Are Relaxation GIFs The Fast New Way To Calm Anxiety?

25/01/2016 3:49 PM AEDT | Updated 15/07/2016 12:51 PM AEST

It was only last year that this GIF went viral -- a simple visual that asks viewers to breathe to the rhythm of its movement in order to manage stress and promote relaxation.

With one in four Australians and millions more around the world living with an anxiety condition, it was hardly surprising it struck a chord. Not merely because it offered a visual how-to of a breathing technique (most clinicians demonstrate slow breathing and then give patients written descriptions) but it presented a glimmer of possibility for the future of some forms of therapy.

“There is certainly evidence for the use of slow breathing techniques in the management of anxiety symptoms and anxiety conditions -- however due to limited research it is hard to say whether such apps are in fact better than the current written handout or audio tapes used,” Dr Stephen Carbone, beyondblue’s Policy, Research and Evaluation Leader told The Huffington Post Australia.

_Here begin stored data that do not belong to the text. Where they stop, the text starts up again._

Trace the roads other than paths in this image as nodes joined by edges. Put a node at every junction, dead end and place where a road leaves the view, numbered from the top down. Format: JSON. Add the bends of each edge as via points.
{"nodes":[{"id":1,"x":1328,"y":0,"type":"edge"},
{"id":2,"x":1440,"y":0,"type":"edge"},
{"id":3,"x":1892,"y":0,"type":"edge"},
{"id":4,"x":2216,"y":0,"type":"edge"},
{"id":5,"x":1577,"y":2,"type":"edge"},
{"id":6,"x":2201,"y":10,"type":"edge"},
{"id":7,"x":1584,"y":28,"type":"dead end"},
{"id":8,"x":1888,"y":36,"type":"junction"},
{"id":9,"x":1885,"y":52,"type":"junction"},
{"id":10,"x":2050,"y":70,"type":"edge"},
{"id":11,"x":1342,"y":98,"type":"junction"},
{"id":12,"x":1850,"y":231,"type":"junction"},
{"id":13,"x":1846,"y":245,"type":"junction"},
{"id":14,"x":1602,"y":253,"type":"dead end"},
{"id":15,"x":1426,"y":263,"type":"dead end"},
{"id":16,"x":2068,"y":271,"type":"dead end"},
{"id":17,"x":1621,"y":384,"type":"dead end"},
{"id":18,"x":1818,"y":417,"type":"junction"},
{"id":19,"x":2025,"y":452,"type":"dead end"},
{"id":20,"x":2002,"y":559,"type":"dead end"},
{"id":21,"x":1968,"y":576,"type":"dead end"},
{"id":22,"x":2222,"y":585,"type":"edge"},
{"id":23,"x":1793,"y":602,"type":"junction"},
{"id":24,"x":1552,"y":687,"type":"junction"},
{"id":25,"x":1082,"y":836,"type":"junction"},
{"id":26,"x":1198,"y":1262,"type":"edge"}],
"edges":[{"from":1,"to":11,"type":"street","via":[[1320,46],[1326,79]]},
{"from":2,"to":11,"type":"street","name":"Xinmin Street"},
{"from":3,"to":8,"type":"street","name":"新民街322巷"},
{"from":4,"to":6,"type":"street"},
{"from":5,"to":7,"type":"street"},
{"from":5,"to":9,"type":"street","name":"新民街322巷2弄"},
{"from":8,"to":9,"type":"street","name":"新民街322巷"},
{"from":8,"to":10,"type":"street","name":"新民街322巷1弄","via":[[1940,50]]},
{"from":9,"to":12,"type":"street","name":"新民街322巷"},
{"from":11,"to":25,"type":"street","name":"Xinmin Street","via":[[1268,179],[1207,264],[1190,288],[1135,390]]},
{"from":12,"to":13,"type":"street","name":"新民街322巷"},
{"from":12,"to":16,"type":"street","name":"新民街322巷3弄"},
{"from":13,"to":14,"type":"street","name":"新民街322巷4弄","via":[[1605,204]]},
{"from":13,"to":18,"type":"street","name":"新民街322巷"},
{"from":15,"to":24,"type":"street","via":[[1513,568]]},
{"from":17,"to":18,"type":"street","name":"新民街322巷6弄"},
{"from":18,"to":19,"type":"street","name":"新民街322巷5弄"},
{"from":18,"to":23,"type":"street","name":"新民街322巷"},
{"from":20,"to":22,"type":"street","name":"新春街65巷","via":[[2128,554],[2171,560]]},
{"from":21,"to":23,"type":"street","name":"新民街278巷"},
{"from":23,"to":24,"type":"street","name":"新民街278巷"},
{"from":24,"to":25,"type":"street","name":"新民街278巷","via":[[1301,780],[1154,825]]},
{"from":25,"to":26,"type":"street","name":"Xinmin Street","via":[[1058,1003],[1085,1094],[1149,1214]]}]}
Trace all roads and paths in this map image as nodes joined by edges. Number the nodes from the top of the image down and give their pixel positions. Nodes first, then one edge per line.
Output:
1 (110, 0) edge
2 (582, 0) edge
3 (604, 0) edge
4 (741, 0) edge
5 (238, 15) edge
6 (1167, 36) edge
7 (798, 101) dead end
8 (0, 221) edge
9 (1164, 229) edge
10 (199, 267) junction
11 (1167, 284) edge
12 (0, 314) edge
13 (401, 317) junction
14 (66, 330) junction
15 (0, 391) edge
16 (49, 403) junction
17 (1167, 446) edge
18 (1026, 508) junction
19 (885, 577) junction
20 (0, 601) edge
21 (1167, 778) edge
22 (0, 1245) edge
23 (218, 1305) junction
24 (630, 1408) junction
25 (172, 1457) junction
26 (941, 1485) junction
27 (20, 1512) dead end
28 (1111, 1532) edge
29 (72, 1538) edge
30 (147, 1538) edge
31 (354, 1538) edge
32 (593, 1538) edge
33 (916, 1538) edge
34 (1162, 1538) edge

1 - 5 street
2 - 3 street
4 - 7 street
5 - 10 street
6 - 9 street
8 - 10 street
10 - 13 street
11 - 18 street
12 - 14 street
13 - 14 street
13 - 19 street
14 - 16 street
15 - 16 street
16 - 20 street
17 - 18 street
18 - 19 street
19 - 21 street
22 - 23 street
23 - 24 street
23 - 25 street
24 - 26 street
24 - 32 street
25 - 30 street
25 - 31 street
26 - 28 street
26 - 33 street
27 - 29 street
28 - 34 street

As these new methods increase in popularity though, Carbone agrees it's intuitively unlikely they will produce worse results.

"I am sure they will help some people -- maybe many -- learn slow breathing techniques more effectively,” Carbone said.

Outside of this GIF, there are apps like ReachOut WorryTime, MindShift and Breathe2Relax that offer an on-the-go tool to aid in managing stress without having to physically visit a therapist nor read any lengthy instructions.

“Of course most people will still need to learn the other strategies, which are part of the overall suite of approaches used in cognitive behaviour therapy, which are central to anxiety management,” Carbone said.

One study from the Computers in Human Behaviour journal sought to evaluate mobile apps being a new tool for breathing training.

In an effort to offer a better understanding of how each technique differs, researchers looked at audio only versus visual apps.

Their findings showed some increased benefit with certain apps with researchers stating a visualisation method produced “better results both objectively (measured deepness of breath) and subjectively (users’ preferences and perceived effectiveness) than the more traditional audio-only design.”

They concluded their results indicated visualisation can contribute to the effectiveness of breathing training apps.

While these apps and visual aids are not a panacea for anxiety conditions nor will they stop an anxiety attack, they offer an alternative learning method that is far more accessible and convenient. After all, we are visual beings.

Carbone added the potential for some apps to help you track progress over time is also something we can look forward to exploring.